Critique : The Hunters

Simon Riaux | 16 février 2011
Simon Riaux | 16 février 2011
Le critique de cinéma, les films, il connaît. Il les classe dans son esprit par catégorie et qualité, parfois par chronologie, mais quelle que soit sa recette personnelle, il s'y retrouve. Jusqu'à ce que ponctuellement, une oeuvre vienne bouleverser ce schéma pourtant bien ordonné. D'ordinaire, il s'agit d'un long-métrage d'une exceptionnelle qualité, d'un film comme on en croise un par génération, qui transcende les genres et l'idée qu'on se fait d'eux. Et des fois, le responsable du cataclysme est une grosse bouse.

The Hunters est à bien des niveaux un cas d'école. Un premier film, de genre qui plus est, accouché dans la douleur inhérente à ce type de projet, a tout pour attirer la sympathie. Sauf que la chose est emballée par Chris Briant, et que monsieur Briant, il faut se le farcir. Non content de s'attribuer le premier rôle de son film anglophone (quand on joue comme un pneu et avec un accent de cafetier Montmartrois, c'est embarrassant), il réalise également cet objet filmique non identifié. Quoi de plus naturel pour ce primo filmant, dont le dossier de presse nous révèle qu'il a accompli l'exploit d'achever ses études de cinéma en deux ans au lieu de trois. La prétention surréaliste du bonhomme irrigue tout le métrage et en ruine systématiquement chaque bonne idée.  Comment prendre au sérieux un type qui a choisi de nommer "Le Saint" le futur vieux beau qu'il interprète ? Par conséquent la moindre apparition du personnage principal provoque une cascade de fous rires, tant on peine à croire à ce vétéran d'Afghanistan, devenu flic (ou quelque chose d'approchant) et pris en chasse par de vilains tueurs. Vous noterez que "vilains tueurs" est une entourloupe réthorique, puisqu'il est question de moustachus pas bien dégourdis, plutôt gentils, et infoutus de massacrer proprement un quidam mégalomane.

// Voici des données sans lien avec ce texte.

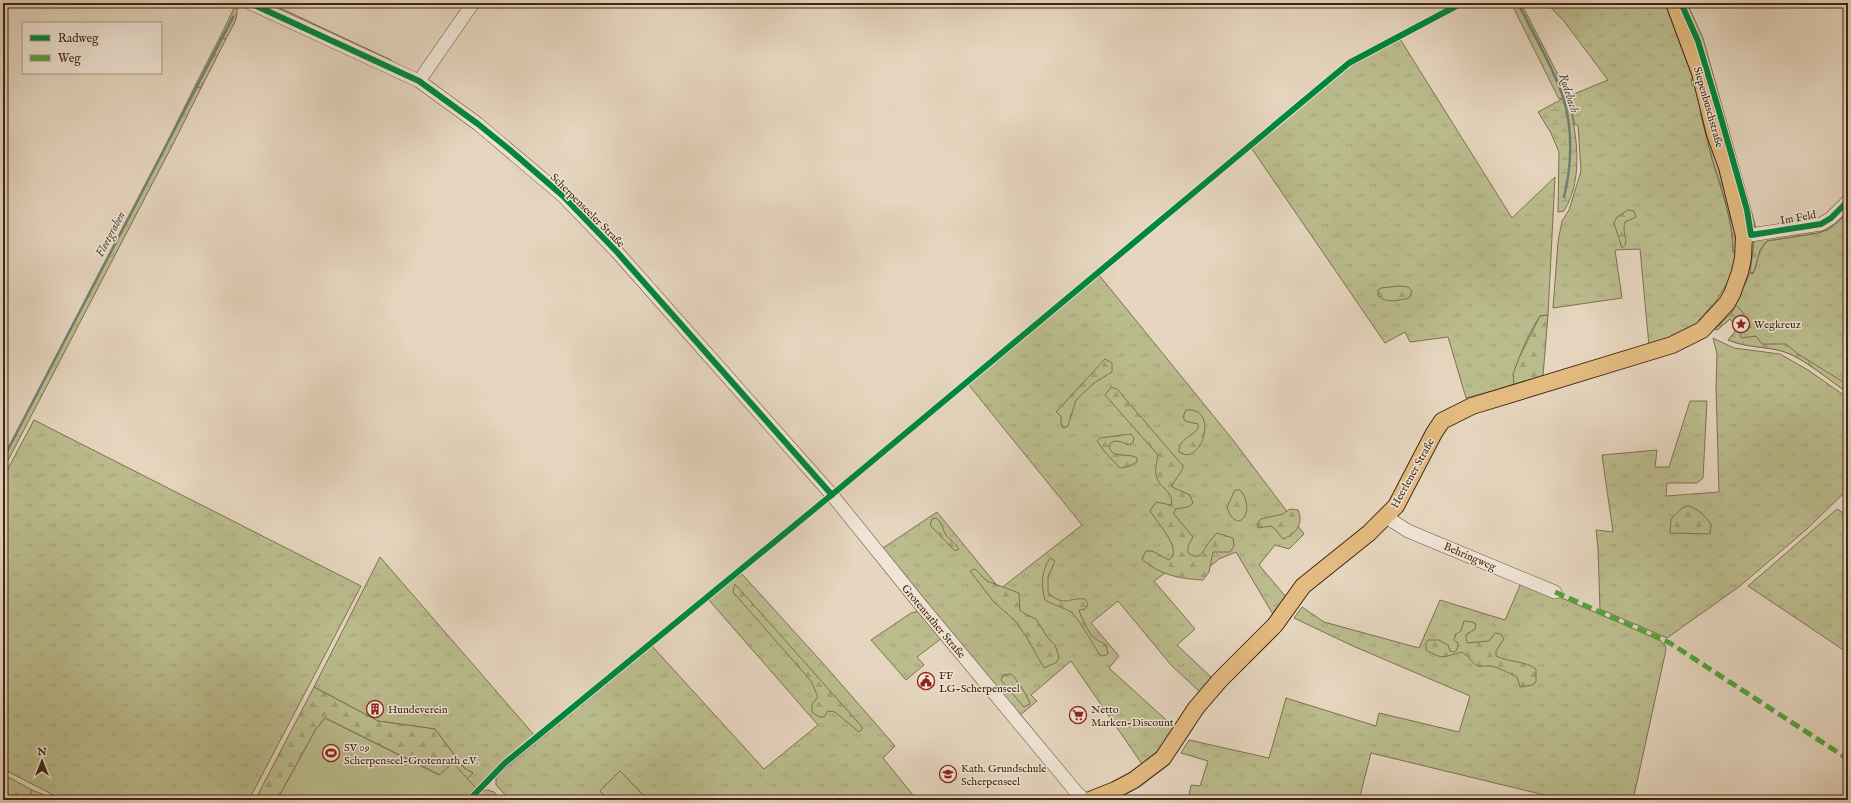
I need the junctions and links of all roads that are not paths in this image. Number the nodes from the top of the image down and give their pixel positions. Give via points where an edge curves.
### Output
1 (250, 3) edge
2 (473, 3) edge
3 (1674, 3) edge
4 (419, 81) junction
5 (1848, 201) edge
6 (1744, 236) junction
7 (832, 495) joint
8 (1386, 517) junction
9 (1555, 592) dead end
10 (1085, 800) edge
11 (1090, 800) edge

1 - 4 street, Scherpenseeler Straße
2 - 4 street
3 - 6 main road, Siepenbuschstraße via 1700,73
4 - 7 street, Scherpenseeler Straße via 510,150 574,206
5 - 6 street, Im Feld via 1821,224
6 - 8 main road, Heerlener Straße via 1743,258 1732,294 1702,330 1672,345 1479,404 1442,421 1396,506
7 - 10 street, Grotenrather Straße
8 - 9 street, Behringweg via 1408,531
8 - 11 main road, Heerlener Straße via 1369,534 1303,586 1275,625 1196,708 1163,758 1134,780

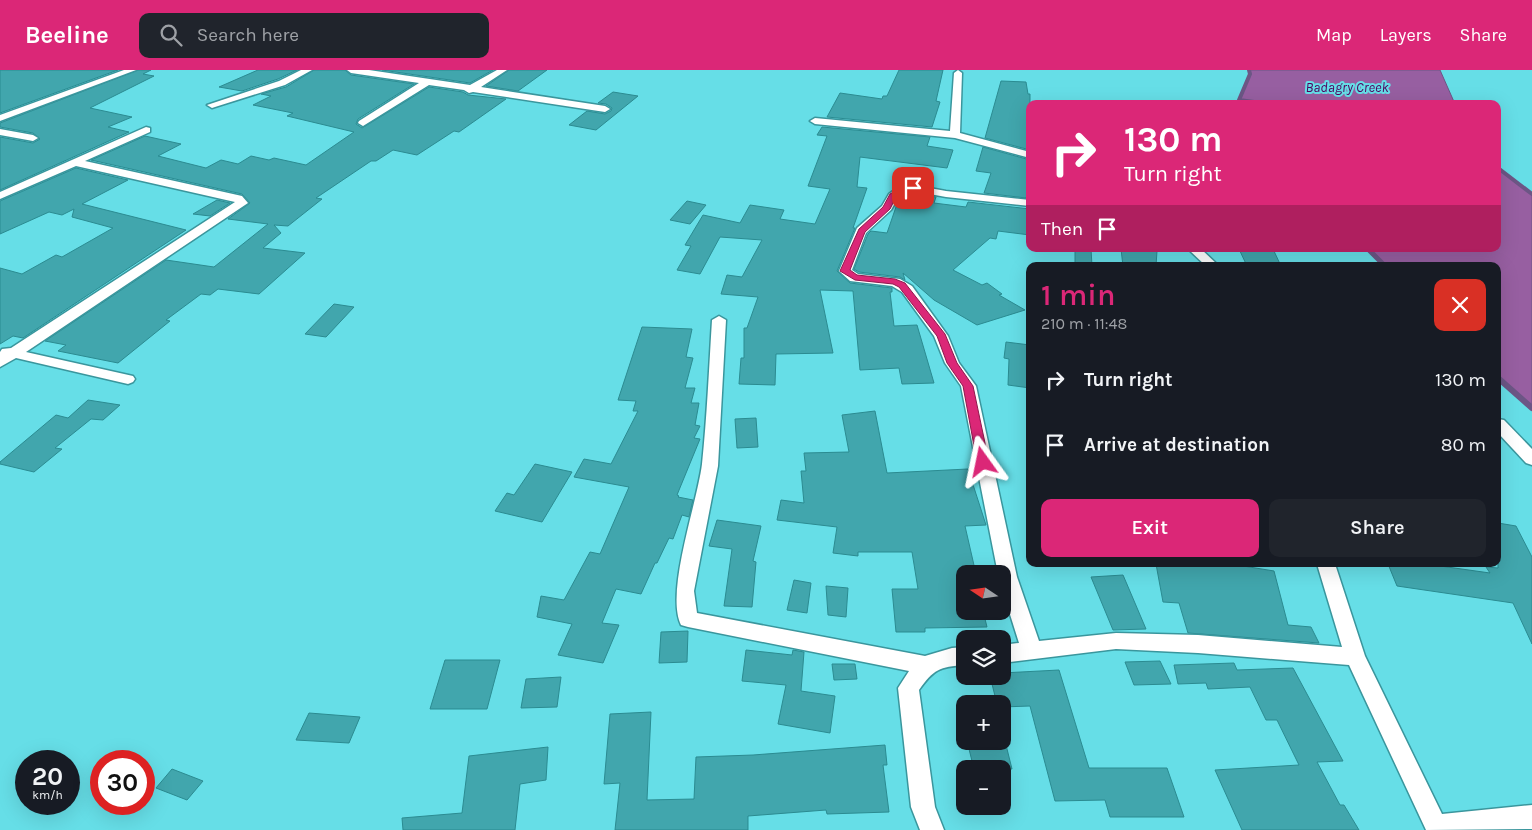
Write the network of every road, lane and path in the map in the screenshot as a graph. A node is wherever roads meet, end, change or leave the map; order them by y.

Si le film ne souffre pas trop de son économie de moyens, affiche une photographie réussie, ainsi qu'un décor principal original, toutes ces bonnes intentions sont annihilées par un scénario effarant. Le spectateur a la désagréable impression d'assister à l'étalage des fantasmes cinématographiques mal dégrossis d'un adolescent à la puberté problématique. Rien ne nous est épargné : la blonde ineffable, le supérieur gueulard, le méchant sadomaso suceur de têtes coupées, tout y passe. Voir le "Chief of police" hurler comme un mauvais prof d'éducation physique devrait vous tordre les tripes au-delà du raisonnable. Sans compter que le scénario s'enfonce un peu plus profondément dans la bêtise à chaque séquence. Non content de nous bassiner pendant plus de 1H 40 avec la course-poursuite neurasthénique entre le héros et les chasseurs du titre, le film ne manque jamais l'occasion de louper une scène. Voir le héros esquiver les tirs de plusieurs opposants en se cachant derrière un arbre, sans oublier de dialoguer, seuls Éric et Ramzy ont osé, et avec moins d'outrance.

Au bout d'un moment, le spectateur lâche totalement prise, et en viendrait presque à remercier à genoux Chris Briant d'avoir oublié qu'au cinéma, une histoire se terminait par un climax. Les dernières minutes du métrage relèvent d'ailleurs de l'art abstrait, on peut y découvrir Dianna Agron (en période pré-Glee) se démener avec un prétendant en carton, avant qu'un assassin pas bien doué ne la loupe pour se faire tristement allumer par le victorieux Chris Briant. L'invraisemblable lenteur de la séquence contraste merveilleusement avec la mort "bib-bib et le coyote" du grand méchant. Ces quelques minutes sont à elles seules un précis de maladresse cinématographique.

En réalité l'acharnement de The Hunters à rater presque tout ce qu'il entreprend devient proprement hilarant. Ce mélange de prétention et de sabotage inconscient aboutit à un gloubiboulga non-sensique presque appréciable. Quiconque dépassera les quarante premières minutes sans être pris de spasmes ni de convulsions découvrira avec stupeur que le film recèle une folie involontaire et inconsciente tout à fait fascinante. Chris Briant n'a certainement pas réalisé le long-métrage qu'il espérait, mais ce qu'il a commis marquera l'histoire du cinéma bien plus que s'il avait atteint son but.